RECORDS SUPPLIED:
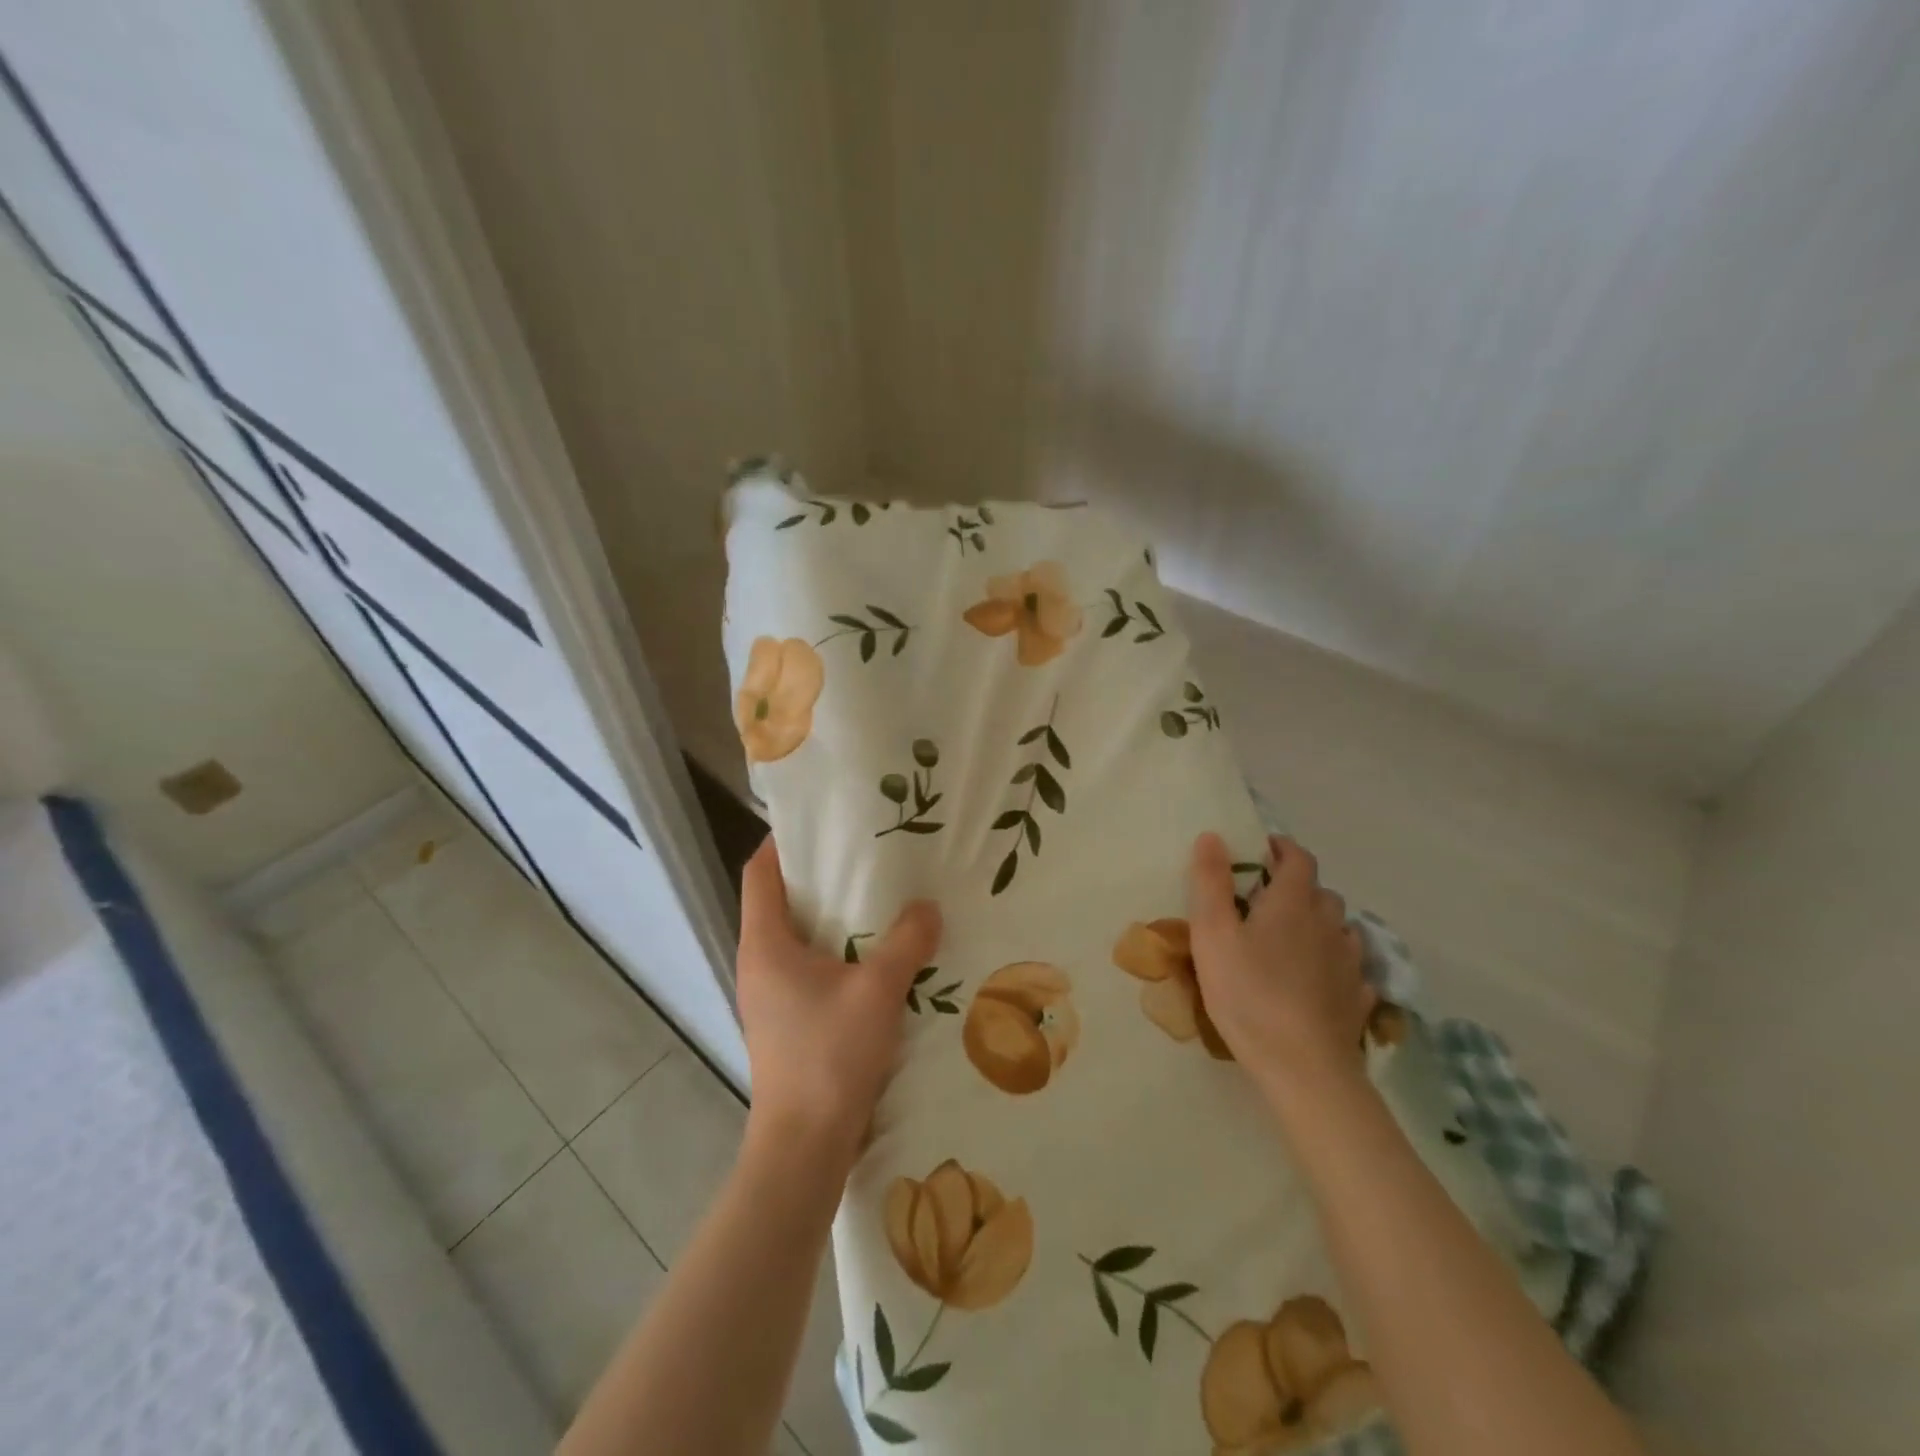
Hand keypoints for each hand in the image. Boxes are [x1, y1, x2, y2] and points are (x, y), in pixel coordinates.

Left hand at [735, 837, 941, 1162]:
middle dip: (821, 876)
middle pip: (782, 901)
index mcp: (765, 944)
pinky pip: (813, 969)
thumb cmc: (829, 1056)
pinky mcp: (790, 1022)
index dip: (783, 842)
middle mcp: (760, 963)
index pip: (759, 872)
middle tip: (868, 855)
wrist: (805, 1147)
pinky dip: (841, 953)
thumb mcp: (877, 990)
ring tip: (882, 899)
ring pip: (800, 938)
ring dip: (835, 918)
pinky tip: (881, 956)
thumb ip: (906, 942)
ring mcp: (772, 996)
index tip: (822, 823)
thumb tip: (928, 908)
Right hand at [1185, 831, 1372, 1101]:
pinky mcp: (1359, 998)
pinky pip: (1351, 967)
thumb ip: (1210, 882)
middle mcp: (1329, 924)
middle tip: (1266, 901)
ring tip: (1292, 940)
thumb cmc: (1249, 993)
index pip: (1298, 858)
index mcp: (1293, 903)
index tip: (1262, 849)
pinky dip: (1335, 962)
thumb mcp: (1212, 934)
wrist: (1303, 1067)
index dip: (1282, 848)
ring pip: (1339, 928)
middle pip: (1320, 892)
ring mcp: (1350, 962)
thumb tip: (1213, 836)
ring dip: (1318, 924)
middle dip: (1297, 887)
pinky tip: (1319, 979)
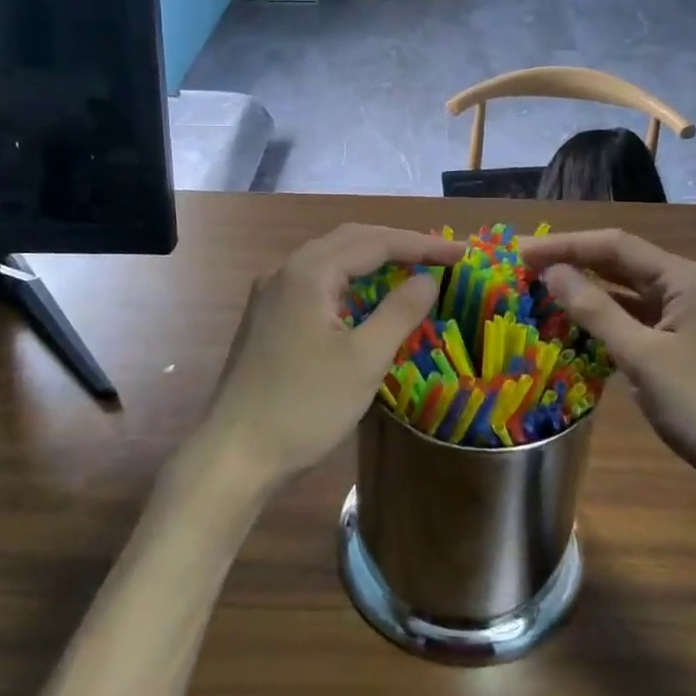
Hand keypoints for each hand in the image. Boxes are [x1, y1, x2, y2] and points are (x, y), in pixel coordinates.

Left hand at [200, 225, 463, 493]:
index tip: (461, 252)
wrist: (234, 454)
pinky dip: (350, 281)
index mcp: (308, 272)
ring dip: (373, 260)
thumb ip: (399, 312)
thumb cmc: (304, 406)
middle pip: (350, 240)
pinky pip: (316, 282)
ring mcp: (271, 294)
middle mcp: (285, 271)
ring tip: (411, 268)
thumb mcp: (364, 361)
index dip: (422, 244)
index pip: (375, 242)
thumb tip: (428, 279)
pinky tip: (366, 299)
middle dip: (398, 244)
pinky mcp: (268, 317)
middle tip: (440, 255)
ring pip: (331, 259)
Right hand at [521, 230, 695, 486]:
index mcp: (684, 278)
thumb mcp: (642, 357)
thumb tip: (551, 271)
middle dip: (572, 262)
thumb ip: (595, 310)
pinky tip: (577, 323)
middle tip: (522, 267)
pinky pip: (639, 316)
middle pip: (621, 262)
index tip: (519, 250)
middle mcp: (689, 285)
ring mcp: (690, 314)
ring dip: (587, 289)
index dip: (563, 244)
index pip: (613, 245)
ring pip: (629, 290)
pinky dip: (608, 316)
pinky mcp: (687, 340)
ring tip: (541, 289)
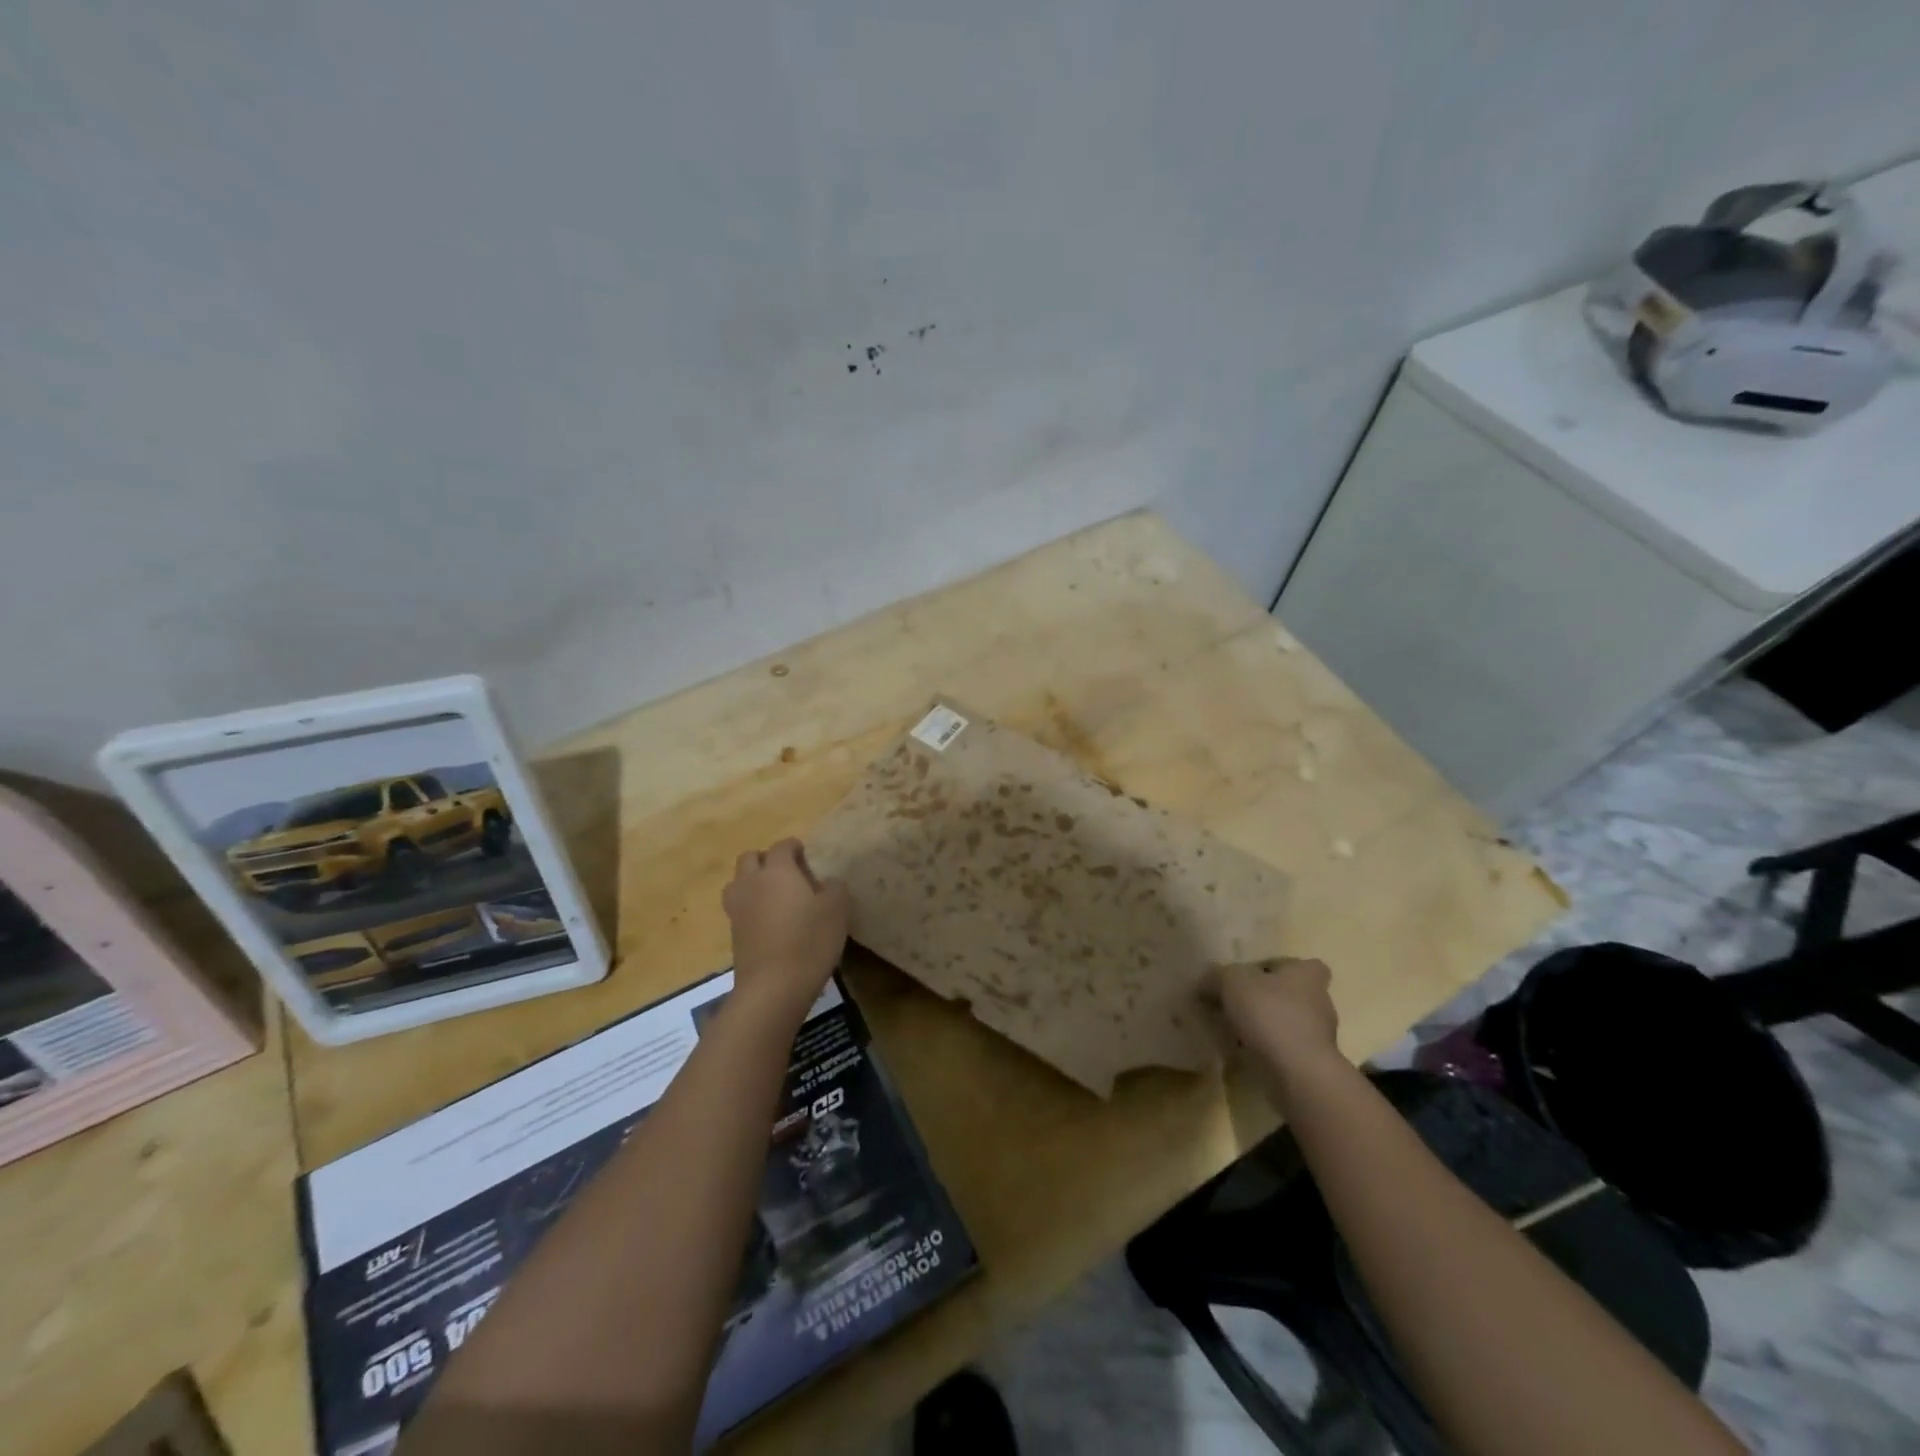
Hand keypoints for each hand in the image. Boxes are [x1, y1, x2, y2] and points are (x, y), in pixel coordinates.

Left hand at [722, 839, 850, 1015]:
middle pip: (750, 858)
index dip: (794, 847)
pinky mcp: (733, 933)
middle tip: (787, 873)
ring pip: (738, 882)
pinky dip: (750, 906)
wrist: (773, 987)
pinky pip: (739, 907)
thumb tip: (827, 884)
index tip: (805, 854)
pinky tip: (769, 921)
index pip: (782, 846)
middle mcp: (752, 883)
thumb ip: (834, 888)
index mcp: (778, 871)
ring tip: (773, 896)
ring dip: (752, 881)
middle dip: (766, 859)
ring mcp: (738, 909)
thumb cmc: (809, 941)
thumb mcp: (837, 910)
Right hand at [1204, 958, 1346, 1104]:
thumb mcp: (1231, 982)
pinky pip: (1285, 1050)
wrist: (1298, 1073)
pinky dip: (1267, 1051)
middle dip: (1267, 999)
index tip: (1258, 976)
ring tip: (1233, 1031)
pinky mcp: (1312, 1064)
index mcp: (1307, 976)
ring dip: (1265, 1027)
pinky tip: (1242, 1053)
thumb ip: (1216, 976)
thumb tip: (1204, 982)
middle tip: (1236, 1004)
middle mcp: (1319, 1003)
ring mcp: (1318, 1037)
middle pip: (1292, 995)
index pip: (1305, 965)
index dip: (1282, 968)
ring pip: (1287, 1024)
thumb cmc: (1270, 1014)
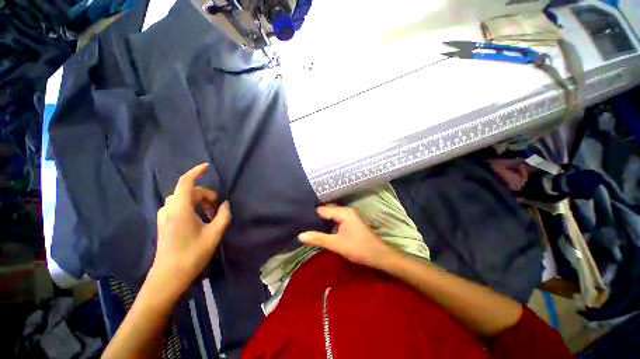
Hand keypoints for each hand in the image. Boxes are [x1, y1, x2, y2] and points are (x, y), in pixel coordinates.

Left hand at [151, 163, 230, 296]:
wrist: (168, 277)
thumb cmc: (192, 254)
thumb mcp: (214, 234)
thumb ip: (223, 216)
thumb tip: (225, 204)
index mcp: (180, 209)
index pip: (186, 182)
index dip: (196, 172)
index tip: (207, 167)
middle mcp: (169, 209)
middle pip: (188, 191)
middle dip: (206, 195)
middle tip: (218, 208)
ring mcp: (164, 216)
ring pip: (183, 199)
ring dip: (199, 201)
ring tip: (211, 214)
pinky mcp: (164, 223)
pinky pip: (179, 206)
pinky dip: (192, 206)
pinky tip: (200, 218)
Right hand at [298, 205, 393, 269]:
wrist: (379, 256)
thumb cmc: (358, 248)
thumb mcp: (336, 244)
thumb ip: (318, 239)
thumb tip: (300, 235)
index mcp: (343, 212)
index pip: (322, 209)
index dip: (311, 214)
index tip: (298, 218)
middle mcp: (346, 210)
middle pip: (326, 210)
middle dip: (315, 216)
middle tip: (301, 222)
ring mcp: (349, 216)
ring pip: (331, 215)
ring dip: (321, 220)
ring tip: (307, 224)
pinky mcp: (350, 222)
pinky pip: (336, 219)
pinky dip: (328, 223)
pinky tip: (321, 228)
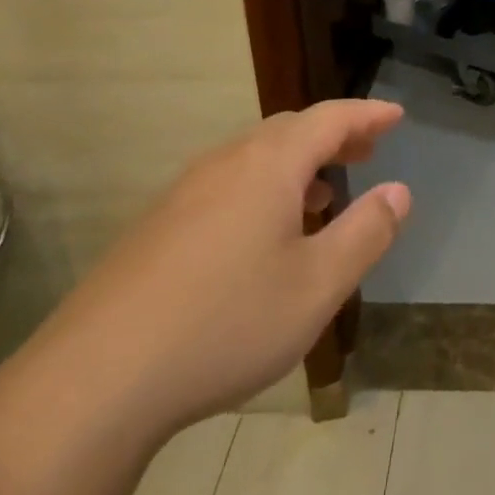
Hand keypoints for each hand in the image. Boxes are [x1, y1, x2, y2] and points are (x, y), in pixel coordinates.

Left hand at [33, 100, 409, 442]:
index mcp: (269, 165)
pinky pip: (226, 183)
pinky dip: (263, 187)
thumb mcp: (318, 286)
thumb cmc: (225, 324)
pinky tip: (264, 234)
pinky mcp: (157, 225)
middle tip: (367, 150)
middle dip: (334, 135)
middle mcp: (226, 163)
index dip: (368, 114)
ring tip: (324, 194)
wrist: (95, 379)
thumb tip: (399, 191)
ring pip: (254, 156)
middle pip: (290, 129)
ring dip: (298, 163)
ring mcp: (184, 192)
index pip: (330, 119)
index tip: (396, 116)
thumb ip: (366, 233)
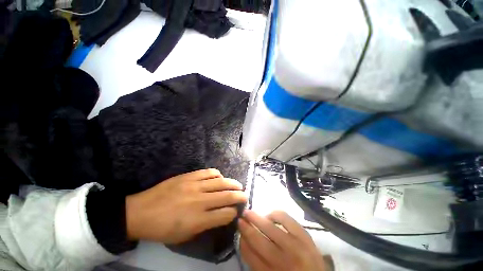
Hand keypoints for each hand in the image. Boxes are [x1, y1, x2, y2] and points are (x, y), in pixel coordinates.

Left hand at [125, 169, 246, 243]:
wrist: (140, 212)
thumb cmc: (162, 229)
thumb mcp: (184, 236)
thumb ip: (205, 226)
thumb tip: (220, 216)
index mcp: (198, 220)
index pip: (225, 214)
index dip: (234, 213)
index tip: (236, 211)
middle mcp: (200, 201)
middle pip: (227, 196)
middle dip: (240, 196)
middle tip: (245, 195)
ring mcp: (195, 186)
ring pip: (221, 182)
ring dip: (233, 183)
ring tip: (238, 185)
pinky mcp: (189, 176)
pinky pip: (209, 172)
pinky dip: (218, 174)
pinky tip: (220, 177)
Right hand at [238, 210, 327, 270]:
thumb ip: (258, 264)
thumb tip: (246, 243)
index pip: (250, 255)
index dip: (242, 242)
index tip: (239, 233)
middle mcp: (282, 261)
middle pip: (258, 240)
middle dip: (246, 227)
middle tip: (240, 218)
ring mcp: (295, 247)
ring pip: (269, 228)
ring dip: (256, 218)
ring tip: (249, 212)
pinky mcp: (305, 236)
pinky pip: (286, 219)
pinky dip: (275, 214)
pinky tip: (270, 215)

WHAT YOU NEED TO DO:
Above are entries with pictures among them. Write out exactly the lines from the one containing "middle pip: (290, 129)" through the one containing "pinky mcp: (189, 176)", ends included, and leave those pictures out.

EXERCISE RESPONSE:
middle pip: (290, 129)
ring dip: (298, 163)
ring mcp: (184, 192)
index pip: (330, 119)
index tip: (396, 116)
thumb ip: (366, 233)
Hand keypoints for each hand in the image. Boxes are [x1, y1, x2, y2] and points are (x, y), in pixel coordinates.

Left hand at [125, 169, 246, 243]:
wrist: (140, 212)
thumb cmc: (162, 229)
thumb mcp: (184, 236)
thumb ip: (205, 226)
thumb tip: (220, 216)
index mcp: (198, 220)
index pip: (225, 214)
index dip: (234, 213)
index tip: (236, 211)
middle mcp: (200, 201)
middle pip: (227, 196)
middle dip: (240, 196)
middle tip: (245, 195)
ring mcp: (195, 186)
ring pip: (221, 182)
ring dip: (233, 183)
ring tip: (238, 185)
pinky mcp: (189, 176)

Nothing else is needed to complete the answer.